* _SOURCE MATERIAL_
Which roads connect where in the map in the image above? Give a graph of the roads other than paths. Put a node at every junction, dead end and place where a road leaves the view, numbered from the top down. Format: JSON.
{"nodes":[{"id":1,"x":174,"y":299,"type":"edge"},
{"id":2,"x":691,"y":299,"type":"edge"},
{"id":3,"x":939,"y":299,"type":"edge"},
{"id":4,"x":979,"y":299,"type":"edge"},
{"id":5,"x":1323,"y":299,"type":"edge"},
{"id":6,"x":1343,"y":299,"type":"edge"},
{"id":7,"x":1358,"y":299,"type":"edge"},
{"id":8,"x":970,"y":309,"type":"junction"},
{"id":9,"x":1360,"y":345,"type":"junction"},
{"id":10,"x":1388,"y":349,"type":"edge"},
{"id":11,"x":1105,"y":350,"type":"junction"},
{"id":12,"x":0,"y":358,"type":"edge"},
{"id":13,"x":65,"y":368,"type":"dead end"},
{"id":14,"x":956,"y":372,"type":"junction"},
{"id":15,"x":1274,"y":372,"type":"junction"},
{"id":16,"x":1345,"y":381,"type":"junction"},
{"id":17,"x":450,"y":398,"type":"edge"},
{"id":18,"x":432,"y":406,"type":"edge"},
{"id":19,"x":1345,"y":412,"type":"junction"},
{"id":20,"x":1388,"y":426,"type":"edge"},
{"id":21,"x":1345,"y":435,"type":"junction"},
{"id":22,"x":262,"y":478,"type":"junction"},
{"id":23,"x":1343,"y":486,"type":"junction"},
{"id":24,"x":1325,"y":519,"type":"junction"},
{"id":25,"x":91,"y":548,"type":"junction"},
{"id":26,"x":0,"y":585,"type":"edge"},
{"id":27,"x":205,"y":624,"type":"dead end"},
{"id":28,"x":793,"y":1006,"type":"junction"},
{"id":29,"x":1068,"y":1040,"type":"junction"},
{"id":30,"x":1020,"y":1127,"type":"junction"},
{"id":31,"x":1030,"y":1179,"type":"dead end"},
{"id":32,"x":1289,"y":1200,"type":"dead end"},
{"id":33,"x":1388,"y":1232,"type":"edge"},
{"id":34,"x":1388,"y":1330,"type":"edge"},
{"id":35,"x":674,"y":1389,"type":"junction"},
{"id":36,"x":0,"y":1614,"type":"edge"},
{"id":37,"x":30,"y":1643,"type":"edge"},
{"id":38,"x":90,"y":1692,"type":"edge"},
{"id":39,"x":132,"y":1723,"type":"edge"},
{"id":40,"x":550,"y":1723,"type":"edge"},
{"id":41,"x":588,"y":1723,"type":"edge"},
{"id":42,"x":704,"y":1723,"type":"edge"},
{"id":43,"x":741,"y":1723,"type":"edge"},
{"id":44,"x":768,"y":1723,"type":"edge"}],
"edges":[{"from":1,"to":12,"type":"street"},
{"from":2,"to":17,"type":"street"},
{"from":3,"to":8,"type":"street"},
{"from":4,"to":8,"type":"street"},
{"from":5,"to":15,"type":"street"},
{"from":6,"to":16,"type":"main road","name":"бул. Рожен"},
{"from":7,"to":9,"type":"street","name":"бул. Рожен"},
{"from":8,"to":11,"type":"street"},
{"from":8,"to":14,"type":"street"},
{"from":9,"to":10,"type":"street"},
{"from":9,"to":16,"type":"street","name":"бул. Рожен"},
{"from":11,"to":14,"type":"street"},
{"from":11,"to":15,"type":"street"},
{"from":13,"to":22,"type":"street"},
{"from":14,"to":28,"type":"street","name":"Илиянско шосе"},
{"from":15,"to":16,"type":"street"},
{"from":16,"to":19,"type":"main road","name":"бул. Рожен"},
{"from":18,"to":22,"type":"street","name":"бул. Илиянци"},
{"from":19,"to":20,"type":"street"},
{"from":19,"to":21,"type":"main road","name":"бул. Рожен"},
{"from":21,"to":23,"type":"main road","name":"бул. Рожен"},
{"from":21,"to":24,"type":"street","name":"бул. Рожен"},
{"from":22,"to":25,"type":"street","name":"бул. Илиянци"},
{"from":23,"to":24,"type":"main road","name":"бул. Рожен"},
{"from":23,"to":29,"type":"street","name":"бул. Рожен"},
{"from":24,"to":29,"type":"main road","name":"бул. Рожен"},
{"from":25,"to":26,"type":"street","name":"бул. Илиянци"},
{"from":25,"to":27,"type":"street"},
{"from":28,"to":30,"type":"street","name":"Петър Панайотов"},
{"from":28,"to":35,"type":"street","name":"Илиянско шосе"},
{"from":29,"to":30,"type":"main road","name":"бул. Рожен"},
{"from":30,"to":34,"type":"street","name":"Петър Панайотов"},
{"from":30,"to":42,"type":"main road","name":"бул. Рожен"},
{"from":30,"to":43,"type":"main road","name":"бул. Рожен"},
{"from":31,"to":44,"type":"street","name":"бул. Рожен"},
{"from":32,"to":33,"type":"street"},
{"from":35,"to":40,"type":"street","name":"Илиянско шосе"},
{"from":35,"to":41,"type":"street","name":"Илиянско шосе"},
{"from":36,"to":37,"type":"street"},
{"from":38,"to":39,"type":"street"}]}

* _ASSIGNMENT_
Retype all of the material above. Do not alter a single word.

* _SOLVED EXERCISE_
Which roads connect where in the map in the image above? Give a graph of the roads other than paths. Put a node at every junction, dead end and place where a road leaves the view, numbered from the top down. Format: JSON.
{"nodes":[{"id":1,"x":174,"y":299,"type":"edge"},
{"id":2,"x":691,"y":299,"type":"edge"},
{"id":3,"x":939,"y":299,"type":"edge"},
{"id":4,"x":979,"y":299,"type":"edge"},
{"id":5,"x":1323,"y":299,"type":"edge"},
{"id":6,"x":1343,"y":299,"type":"edge"},
{"id":7,"x":1358,"y":299,"type":"edge"},
{"id":8,"x":970,"y":309,"type":"junction"},
{"id":9,"x":1360,"y":345,"type":"junction"},
{"id":10,"x":1388,"y":349,"type":"edge"},
{"id":11,"x":1105,"y":350,"type":"junction"},
{"id":12,"x":0,"y":358,"type":"edge"},
{"id":13,"x":65,"y":368,"type":"dead end"},
{"id":14,"x":956,"y":372,"type":"junction"},
{"id":15,"x":1274,"y":372,"type":"junction"},
{"id":16,"x":1345,"y":381,"type":"junction"},
{"id":17,"x":450,"y":398,"type":"edge"},
{"id":18,"x":432,"y":406,"type":"edge"},
{"id":19,"x":1345,"y":412,"type":"junction"},
{"id":20,"x":1388,"y":426,"type":"edge"},
{"id":21,"x":1345,"y":435,"type":"junction"},
{"id":22,"x":262,"y":478,"type":"junction"},
{"id":23,"x":1343,"y":486,"type":"junction"},
{"id":24,"x":1325,"y":519,"type":"junction"},
{"id":25,"x":91,"y":548,"type":"junction"},
{"id":26,"x":0,"y":585,"type":"edge"},
{"id":27,"x":205,"y":624,"type":"dead end"},
{"id":28,"x":793,"y":1006,"type":"junction"},
{"id":29,"x":1068,"y":1040,"type":"junction"},
{"id":30,"x":1020,"y":1127,"type":"junction"},
{"id":31,"x":1030,"y":1179,"type":"dead end"},
{"id":32,"x":1289,"y":1200,"type":"dead end"},
{"id":33,"x":1388,"y":1232,"type":"edge"},
{"id":34,"x":1388,"y":1330,"type":"edge"},
{"id":35,"x":674,"y":1389,"type":"junction"},
{"id":36,"x":0,"y":1614,"type":"edge"},
{"id":37,"x":30,"y":1643,"type":"edge"},
{"id":38,"x":90,"y":1692,"type":"edge"},
{"id":39,"x":132,"y":1723,"type":"edge"},
{"id":40,"x":550,"y":1723,"type":"edge"},
{"id":41,"x":588,"y":1723,"type":"edge"},
{"id":42,"x":704,"y":1723,"type":"edge"},
{"id":43,"x":741,"y":1723,"type":"edge"},
{"id":44,"x":768,"y":1723,"type":"edge"}],
"edges":[{"from":1,"to":12,"type":"street"},
{"from":2,"to":17,"type":"street"},
{"from":3,"to":8,"type":"street"},
{"from":4,"to":8,"type":"street"},
{"from":5,"to":15,"type":"street"},
{"from":6,"to":16,"type":"main road","name":"бул. Рожен"},
{"from":7,"to":9,"type":"street","name":"бул. Рожен"},
{"from":8,"to":11,"type":"street"},
{"from":8,"to":14,"type":"street"},
{"from":9,"to":10,"type":"street"},
{"from":9,"to":16,"type":"street","name":"бул. Рожен"},
{"from":11,"to":14,"type":"street"},
{"from":11,"to":15,"type":"street"},
{"from":13,"to":22,"type":"street"},
{"from":14,"to":28,"type":"street","name":"Илиянско шосе"},
{"from":15,"to":16,"type":"street"},
{"from":16,"to":19,"type":"main road","name":"бул. Рожен"},
{"from":18,"to":22,"type":"street","name":"бул. Илиянци"},
{"from":19,"to":20,"type":"street"},
{"from":19,"to":21,"type":"main road","name":"бул. Рожен"},
{"from":21,"to":23,"type":"main road","name":"бул. Рожен"},
{"from":21,"to":24,"type":"street","name":"бул. Рожен"},
{"from":22,"to":25,"type":"street","name":"бул. Илиянци"},
{"from":23,"to":24,"type":"main road","name":"бул. Рожен"},
{"from":23,"to":29,"type":"street","name":"бул. Рожен"},
{"from":24,"to":29,"type":"main road","name":"бул. Рожен"},
{"from":25,"to":26,"type":"street","name":"бул. Илиянци"},
{"from":25,"to":27,"type":"street"},
{"from":28,"to":30,"type":"street","name":"Петър Панайотов"},
{"from":28,"to":35,"type":"street","name":"Илиянско шосе"},
{"from":29,"to":30,"type":"main road","name":"бул. Рожен"},
{"from":30,"to":34,"type":"street","name":"Петър Панайотов"},
{"from":30,"to":42,"type":"main road","name":"бул. Рожен"},
{"from":30,"to":43,"type":"main road","name":"бул. Рожен"},
{"from":31,"to":44,"type":"street","name":"бул. Рожен"},
{"from":32,"to":33,"type":"street"},
{"from":35,"to":40,"type":"street","name":"Илиянско шосе"},
{"from":35,"to":41,"type":"street","name":"Илиянско шосе"},
{"from":36,"to":37,"type":"street"},
{"from":38,"to":39,"type":"street"}]}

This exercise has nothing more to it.